As a side note, I did not help him pick out his suit.  He thought it was hilarious to not let me see it until the last possible second.  I think he was going for a backwards-themed wedding given that we’d already reversed so many other traditions.

We gave ourselves three times as much time as we’d been told we would need to get to the courthouse.  We had to arrive by 4:50PM so there would still be witnesses there to sign the wedding license.  The judge performed ceremonies after hours.

We made great time, got to the road the courthouse was on with plenty of time to spare, and headed East.  We crossed from W University Dr to E University Dr and started watching for the courthouse.  We got to the spot where it was supposed to be; there was no building with that address.

Puzzled, we turned around and drove back the other way, thinking maybe we had the address wrong and it was really W University Dr.  We got to where the address should should have been and, again, there was no building with that number.

We called the courthouse and they told us they were, in fact, on E University Dr and provided helpful hints for someone who’s never been there like “we’re right next to the intersection where the McDonald’s used to be.”

We turned around, headed back East, and came to the same place we’d been before.  No building had magically appeared.  I called again.  They seemed completely clueless as to where we could be or how to help.  We were starting to panic.  We were running out of time.

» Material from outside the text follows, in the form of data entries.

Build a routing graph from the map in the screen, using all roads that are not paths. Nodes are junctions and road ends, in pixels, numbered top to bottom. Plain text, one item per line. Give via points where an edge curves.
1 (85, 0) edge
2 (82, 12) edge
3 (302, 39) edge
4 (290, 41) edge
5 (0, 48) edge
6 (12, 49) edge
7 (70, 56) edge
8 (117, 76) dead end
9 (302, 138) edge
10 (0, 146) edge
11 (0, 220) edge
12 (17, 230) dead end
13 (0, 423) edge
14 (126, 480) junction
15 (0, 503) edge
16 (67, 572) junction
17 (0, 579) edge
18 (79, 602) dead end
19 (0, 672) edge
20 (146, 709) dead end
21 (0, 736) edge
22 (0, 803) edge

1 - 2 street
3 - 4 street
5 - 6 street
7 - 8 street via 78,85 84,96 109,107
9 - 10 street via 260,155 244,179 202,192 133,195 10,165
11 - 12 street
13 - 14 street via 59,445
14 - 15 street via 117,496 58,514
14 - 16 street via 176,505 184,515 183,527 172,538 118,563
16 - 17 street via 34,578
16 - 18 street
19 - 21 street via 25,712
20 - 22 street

On a whim, we decided to keep going East in case there was some weird mis-ordering of addresses or something.  As we continued to go East, E University Dr suddenly became W University Dr again.  This made our heads spin.  I pulled out my glasses to make sure I was looking at the right road on Google maps on my Blackjack (remember those?) fearful we had just gone in a circle without realizing it.  We had not.

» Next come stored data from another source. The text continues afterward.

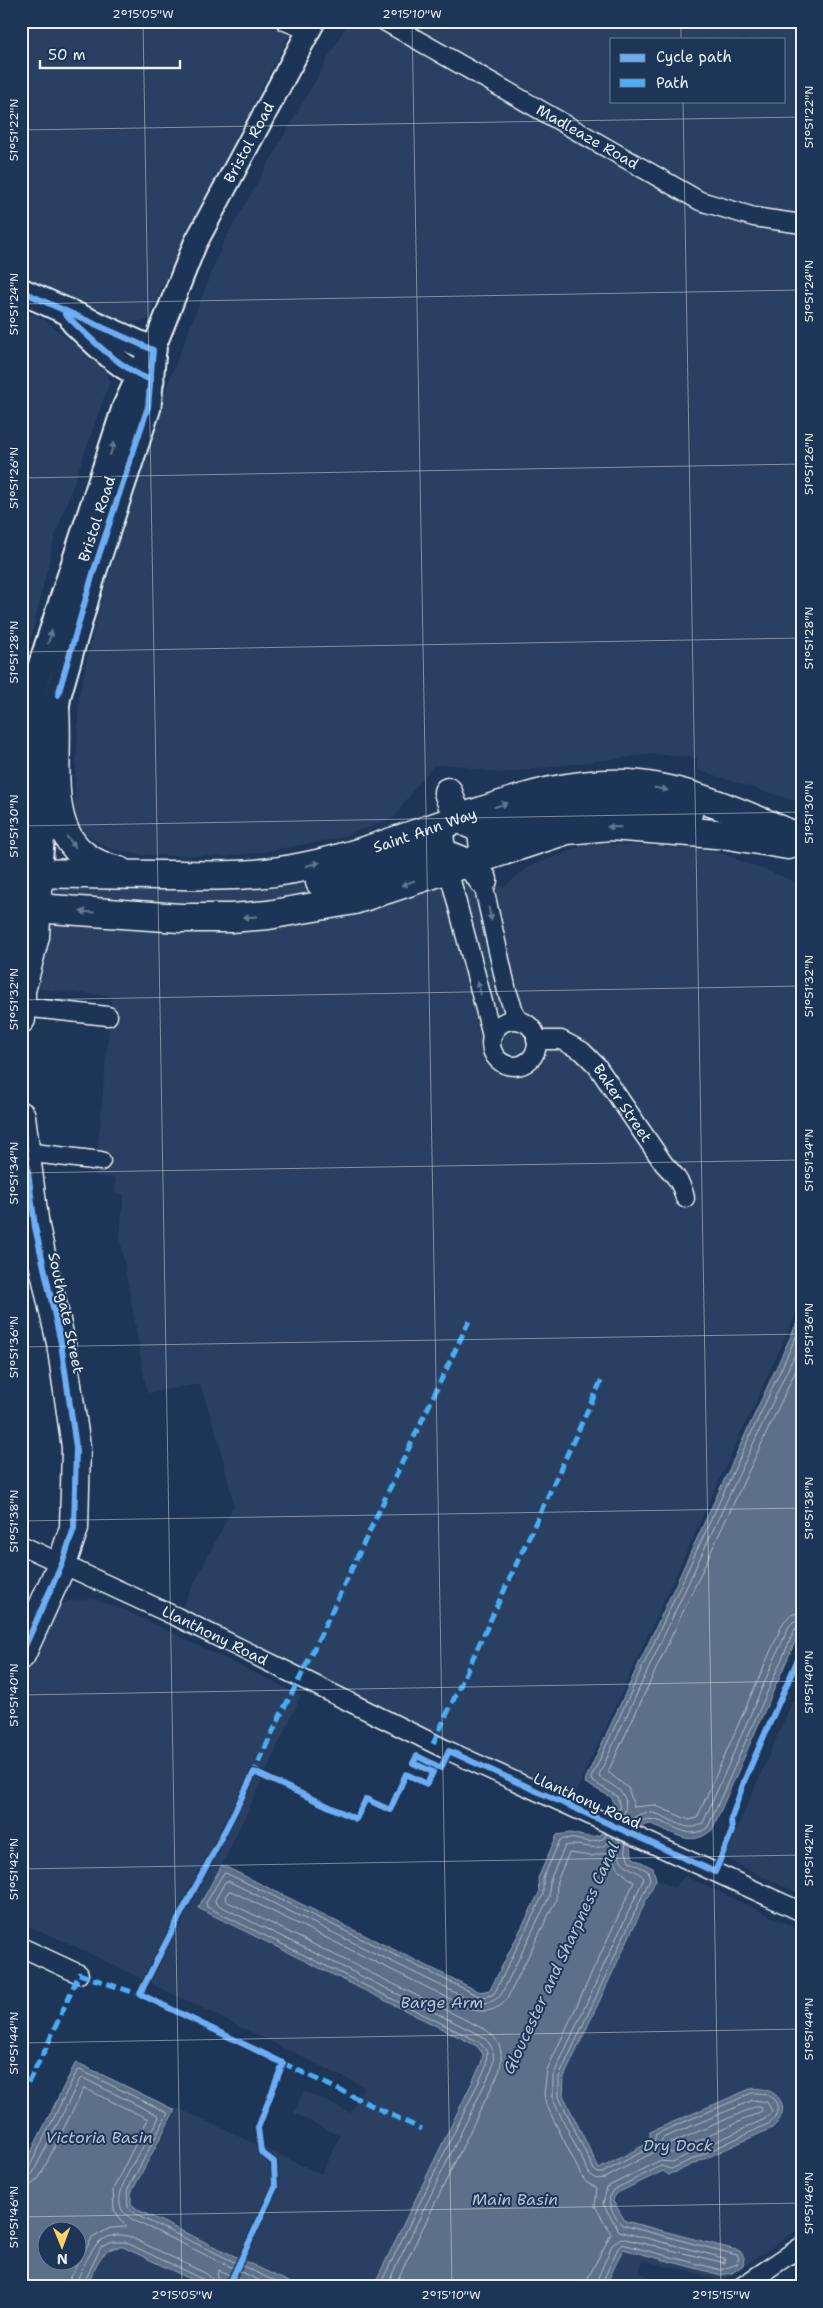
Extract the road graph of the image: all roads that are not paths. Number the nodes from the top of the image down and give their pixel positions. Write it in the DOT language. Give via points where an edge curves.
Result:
graph roads {
  1 [pos="285,21"];
  2 [pos="384,21"];
  3 [pos="311,26"];
  4 [pos="802,224"];
  5 [pos="21,290"];
  6 [pos="58,307"];
  7 [pos="153,350"];
  8 [pos="145,379"];
  9 [pos="30,676"];
  10 [pos="56,702"];
  11 [pos="21,734"];
  12 [pos="448,792"];
  13 [pos="463,820"];
  14 [pos="797,844"];
  15 [pos="465,865"];
  16 [pos="143,875"];
  17 [pos="27,887"];
  18 [pos="21,986"];
  19 [pos="22,1007"];
  20 [pos="108,1016"];
  21 [pos="21,1019"];
  22 [pos="517,1020"];
  23 [pos="492,1036"];
  24 [pos="536,1040"];
  25 [pos="21,1116"];
  26 [pos="25,1152"];
  27 [pos="101,1161"];
  28 [pos="25,1181"];
  29 [pos="685,1198"];
  30 [pos="21,1546"];
  31 [pos="62,1564"];
  32 [pos="21,1655"];
  33 [pos="802,1912"];
  34 [pos="21,1947"];
  35 [pos="80,1974"];
  36 [pos="802,2246"];
  37 [pos="741,2287"];
  1 -- 3 [label="street"];
  2 -- 4 [label="street, Madleaze Road" via="700,201 754,217"];
  3 -- 7 [label="street, Bristol Road" via="195,244"];
  5 -- 6 [label="main road"];
  6 -- 7 [label="main road"];
  6 -- 8 [label="main road" via="87,335"];
  7 -- 8 [label="main road, Bristol Road"];
  9 -- 8 [label="main road, Bristol Road, one-way" via="125,408"];
  8 -- 10 [label="main road, Bristol Road" via="148,408 94,570"];
  9 -- 11 [label="main road, Bristol Road"];
  10 -- 16 [label="main road, one-way" via="55,792 65,834 71,844 93,861"];
  10 -- 17 [label="main road" via="40,728 32,769"];
  12 -- 13 [label="main road"];
  13 -- 14 [label="main road, Saint Ann Way" via="525,797 569,786 631,784 691,796"];
  13 -- 15 [label="street"];
  13 -- 15 [label="street"];
  16 -- 13 [label="main road, Saint Ann Way, one-way" via="244,876 302,867"];
  14 -- 15 [label="main road, Saint Ann Way, one-way" via="729,834 610,826 567,830"];
  15 -- 16 [label="main road" via="427,853 335,879 293,886 216,888"];
  15 -- 17 [label="main road, Saint Ann Way, one-way" via="354,900 268,916 231,918 180,918"];
  15 -- 22 [label="street, one-way"];
  23 -- 15 [label="street, one-way"];
  16 -- 17 [label="main road, Saint Ann Way"];
  17 -- 18 [label="main road" via="35,936"];
  18 -- 19 [label="main road"];
  19 -- 20 [label="street"];
  19 -- 21 [label="main road"];
  22 -- 23 [label="street" via="502,1023"];
  22 -- 24 [label="street" via="529,1026"];
  23 -- 24 [label="street" via="490,1044 494,1056 507,1065 515,1066 530,1060"];
  24 -- 29 [label="street, Baker Street" via="561,1040 582,1051 597,1066 683,1187"];
  25 -- 26 [label="main road, Southgate Street"];
  26 -- 27 [label="street"];
  26 -- 28 [label="main road, Southgate Street"];
  28 -- 31 [label="main road, Southgate Street" via="61,1343 76,1446 74,1528"];
  30 -- 31 [label="street, Llanthony Road"];
  31 -- 32 [label="main road, Southgate Street"];
  31 -- 33 [label="street, Llanthony Road" via="433,1744"];
  34 -- 35 [label="street"];
  36 -- 37 [label="street"];
}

We nearly turned around again, but I had the sudden thought that if there were two W University Drives, there must be two E University Drives, too.  So, we kept going East.  And, lo and behold, there was another E University Dr and we found our courthouse just in time.

And that is the story of how I learned West is East of East.

P.S.  Photo Credits on pictures of us go to the Judge who married us–he took pictures with my PowerShot G3 while he was marrying us.

Cliff Driving

I should start this story by saying I’m terrified of heights.  That said, after our mini-adventure at the Grand Canyon, we decided to take the scenic route back to Scottsdale via the Apache Trail.  This is a scenic drive, not a hike.  I use the term “drive” loosely.  Crawl might be more appropriate.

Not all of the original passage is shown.